The challenge has exploded in popularity, and according to Will, 1.3 million people in 80 countries have requested the purple bracelets. "This is our gift to the world," he says. "We're not out to raise money. We want to raise consciousness."
When Oprah hears about Will's complaint-free challenge, she has someone in mind—her makeup artist Reggie. "[He complains] all day long. He complains that I'm not sitting still enough. He complains that I didn't bring the [false] eyelashes," Oprah says. Reggie says he'll take on the challenge! "I'm going to try. I really am, because I'm a complainer," he says.
In October 2006, Oprah gave more than 300 audience members the opportunity to experience what she calls "truly the best gift"...the gift of giving back. During Oprah's favorite giveaway ever
, each person in the audience received $1,000 to donate to a charitable cause of their choice. Several months later, the challenge is still going strong—and has even gone international!
When audience members Valerie Creedon and Kelly Blask heard about a baby in Ireland who was in need of serious medical attention, they instantly knew they wanted to help.
Baby Joshua has arthrogryposis, a disease that forces his joints to contract. When he was born, his hands were curled into his chest, and his legs were bent back so far that his tiny feet touched his back.
Despite Joshua's problems, his mother Gillian didn't focus on his imperfections. "I remember telling people that there were a few problems with his hands and legs, but apart from that, he was perfect," she says. "And I think that's how we'll always see him."
Though Gillian tried to stay positive, life for Joshua was hard. Doctors told her that Joshua would never sit up or walk, and Gillian says that dressing him was "a nightmare." "It was hurting him. It was physically hurting him."
Doctors told Gillian and her husband that they had a difficult choice to make: Either Joshua would have to go through two decades of painful surgeries—or they could remove his legs. After much consideration, Gillian and her husband made their decision. "He was exactly 1 month old when he had both legs amputated," Gillian says.
Valerie and Kelly decided to use their Pay It Forward Challenge money to help baby Joshua's family pay for his medical care. But as one phone call turned into many, the pair realized they could do so much more!
Through overwhelming contributions, Valerie and Kelly arranged for Joshua to be treated at a Shriner's Hospital in the United States. Then they met prosthetic limbs expert Greg Greenway, who gave them great news. "Greg said there was absolutely no question that he could walk, but that we had to start as soon as possible," Gillian says.
Greg arranges for Joshua to get a tiny new pair of legs—complete with his very first pair of shoes! Greg says Joshua will have to be fitted for a new pair of legs each year as he grows. "Our hope is to give Joshua something so he can start to establish some standing balance," Greg says. "As he gets that balance and strengthens the core, then he can start to hopefully take some steps."

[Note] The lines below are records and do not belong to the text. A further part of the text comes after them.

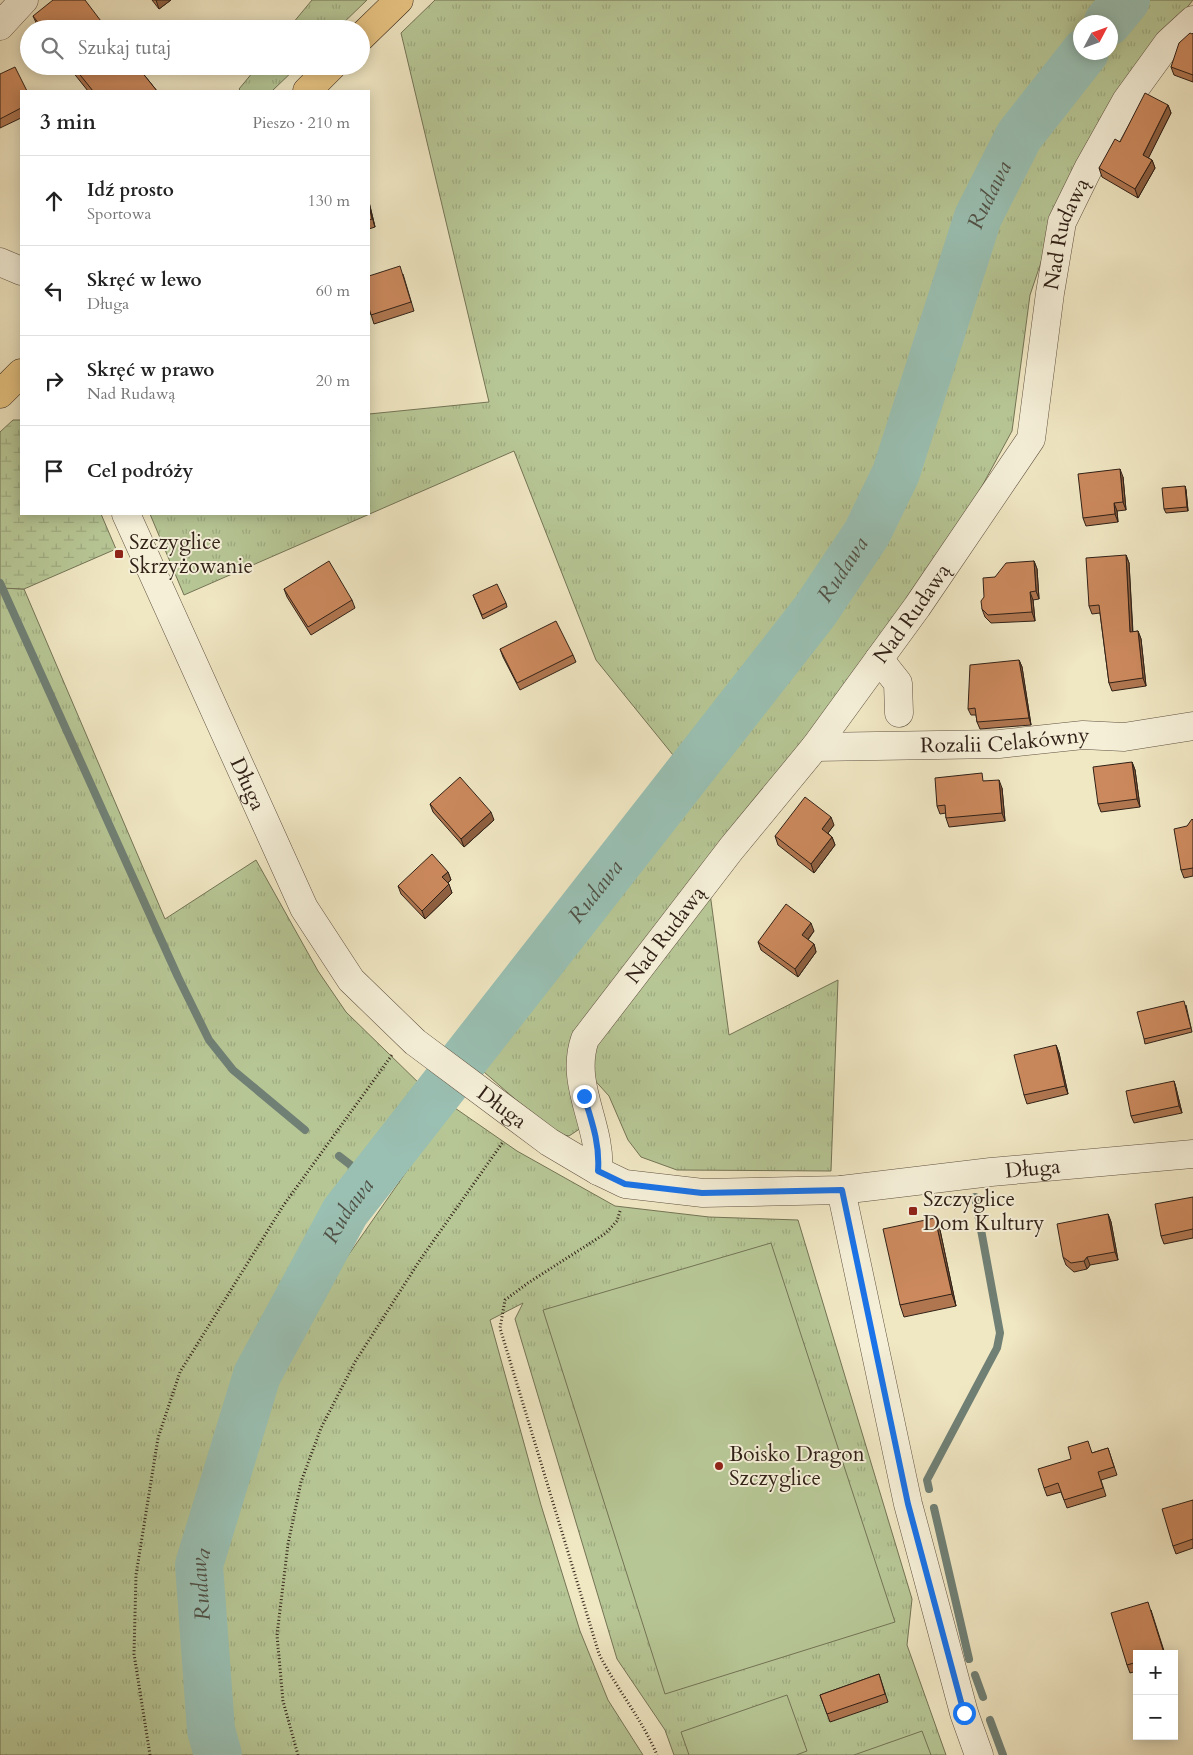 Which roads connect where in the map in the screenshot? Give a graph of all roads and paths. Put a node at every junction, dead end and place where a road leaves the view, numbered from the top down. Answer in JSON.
{"nodes":[{"id":1,"x":24,"y":0,"type":"edge"},
{"id":2,"x":399,"y":0,"type":"edge"},
{"id":3,"x":1193,"y":20,"type":"edge"},
{"id":4,"x":0,"y":26,"type":"edge"},
{"id":5,"x":370,"y":28,"type":"edge"},
{"id":6,"x":323,"y":75,"type":"edge"},
{"id":7,"x":308,"y":90,"type":"edge"},
{"id":8,"x":0,"y":262,"type":"edge"},
{"id":9,"x":20,"y":271,"type":"edge"},
{"id":10,"x":20,"y":375,"type":"edge"},
{"id":11,"x":0,"y":394,"type":"edge"},
{"id":12,"x":126,"y":515,"type":"edge"},
{"id":13,"x":879,"y":659,"type":"junction"},
{"id":14,"x":899,"y":713,"type":"dead end"},
{"id":15,"x":1193,"y":726,"type":"edge"},
{"id":16,"x":815,"y":747,"type":"junction"},
{"id":17,"x":405,"y":1046,"type":"junction"},
{"id":18,"x":508,"y":1136,"type":"dead end"},
{"id":19,"x":1193,"y":1154,"type":"edge"},
{"id":20,"x":598,"y":1171,"type":"junction"},
{"id":21,"x":625,"y":1184,"type":"junction"},
{"id":22,"x":842,"y":1190,"type":"junction"},
{"id":23,"x":150,"y":1755,"type":"edge"},
{"id":24,"x":298,"y":1755,"type":"edge"},
{"id":25,"x":657,"y":1755,"type":"edge"},
{"id":26,"x":979,"y":1755,"type":"edge"}],
"edges":[{"from":1,"to":4,"type":"street"},
{"from":2,"to":5,"type":"main road"},
{"from":3,"to":13,"type":"street","name":"Nad Rudawą"},
{"from":6,"to":7,"type":"main road"},
{"from":8,"to":9,"type":"street"},
{"from":10,"to":11,"type":"main road"},
{"from":12,"to":17,"type":"street","name":"Długa"},
{"from":13,"to":14,"type":"street"},
{"from":13,"to":16,"type":"street","name":"Nad Rudawą"},
{"from":15,"to":16,"type":"street","name":"Rozalii Celakówny"},
{"from":16,"to":20,"type":"street","name":"Nad Rudawą"},
{"from":17,"to":20,"type":"street","name":"Długa"},
{"from":17,"to":23,"type":"path"},
{"from":18,"to":24,"type":"path"},
{"from":19,"to":22,"type":"street","name":"Długa"},
{"from":20,"to":21,"type":"street","name":"Długa"},
{"from":21,"to":22,"type":"street","name":"Długa"},
{"from":21,"to":25,"type":"path"},
{"from":22,"to":26,"type":"street"}]} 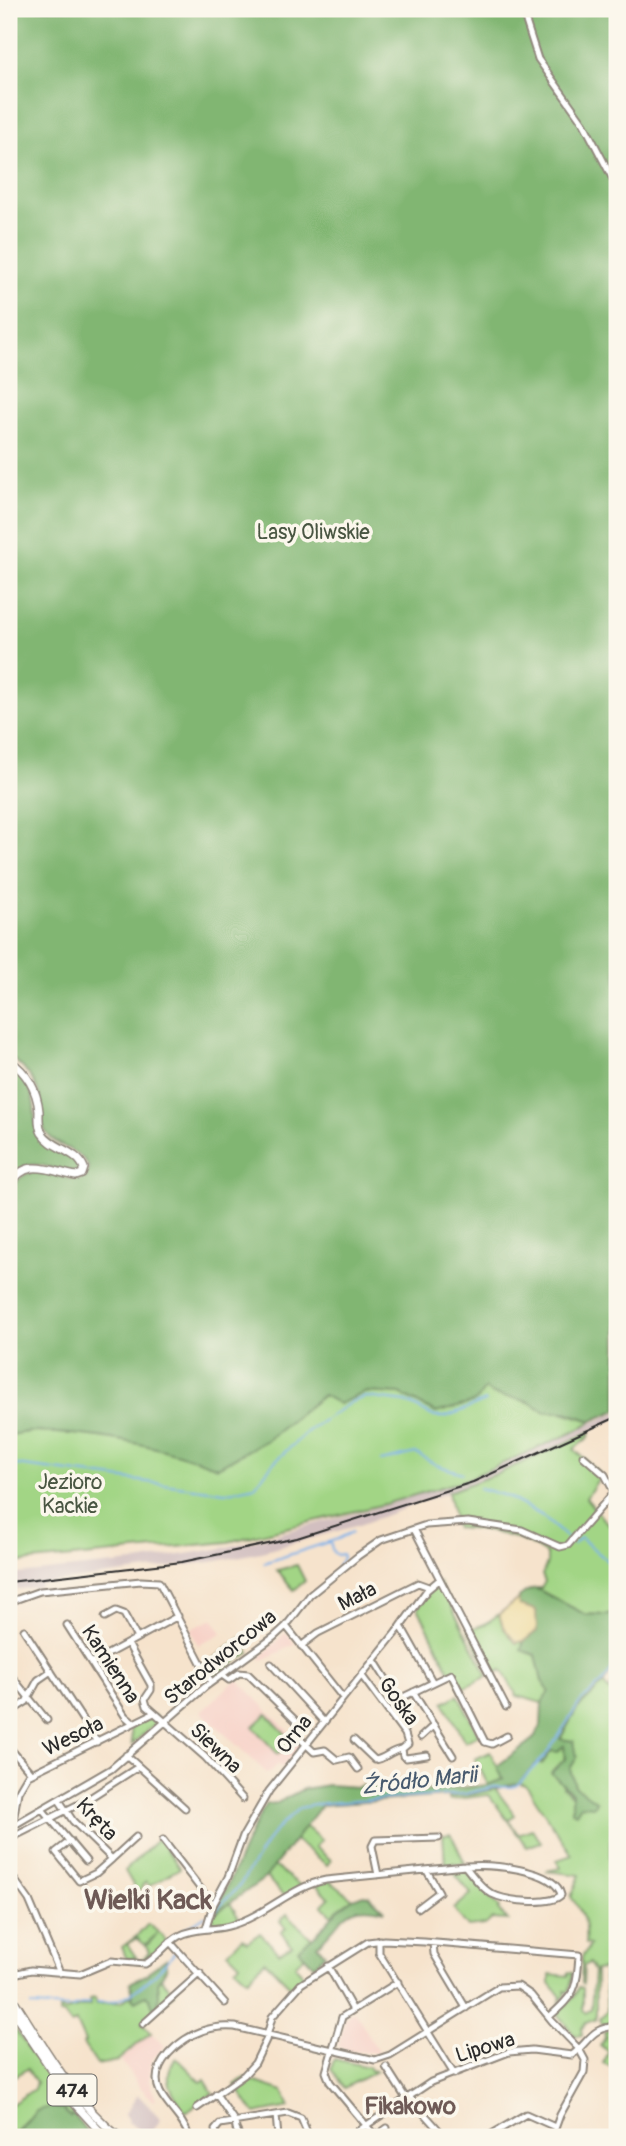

Gillian is overwhelmed. "Because of Pay It Forward and what these women did, my son was able to sit up and blow out his birthday candles. The future is just burning with possibilities for Joshua now."
Once they were in the giving spirit, Valerie and Kelly just couldn't stop! After helping Joshua and his family, the pair set up a nonprofit organization called Pay It Forward for Hope.
Valerie says the organization's goal is to help children with complex medical needs, like Joshua, and their families. According to Kelly, Pay It Forward for Hope has raised $12,000 in cash donations and much more in donated services so far.
Through their organization, Valerie and Kelly want to continue the spirit of the Pay It Forward Challenge beyond the people whose lives they touch. "The kids we help, hopefully they'll be able to help someone else," Valerie says.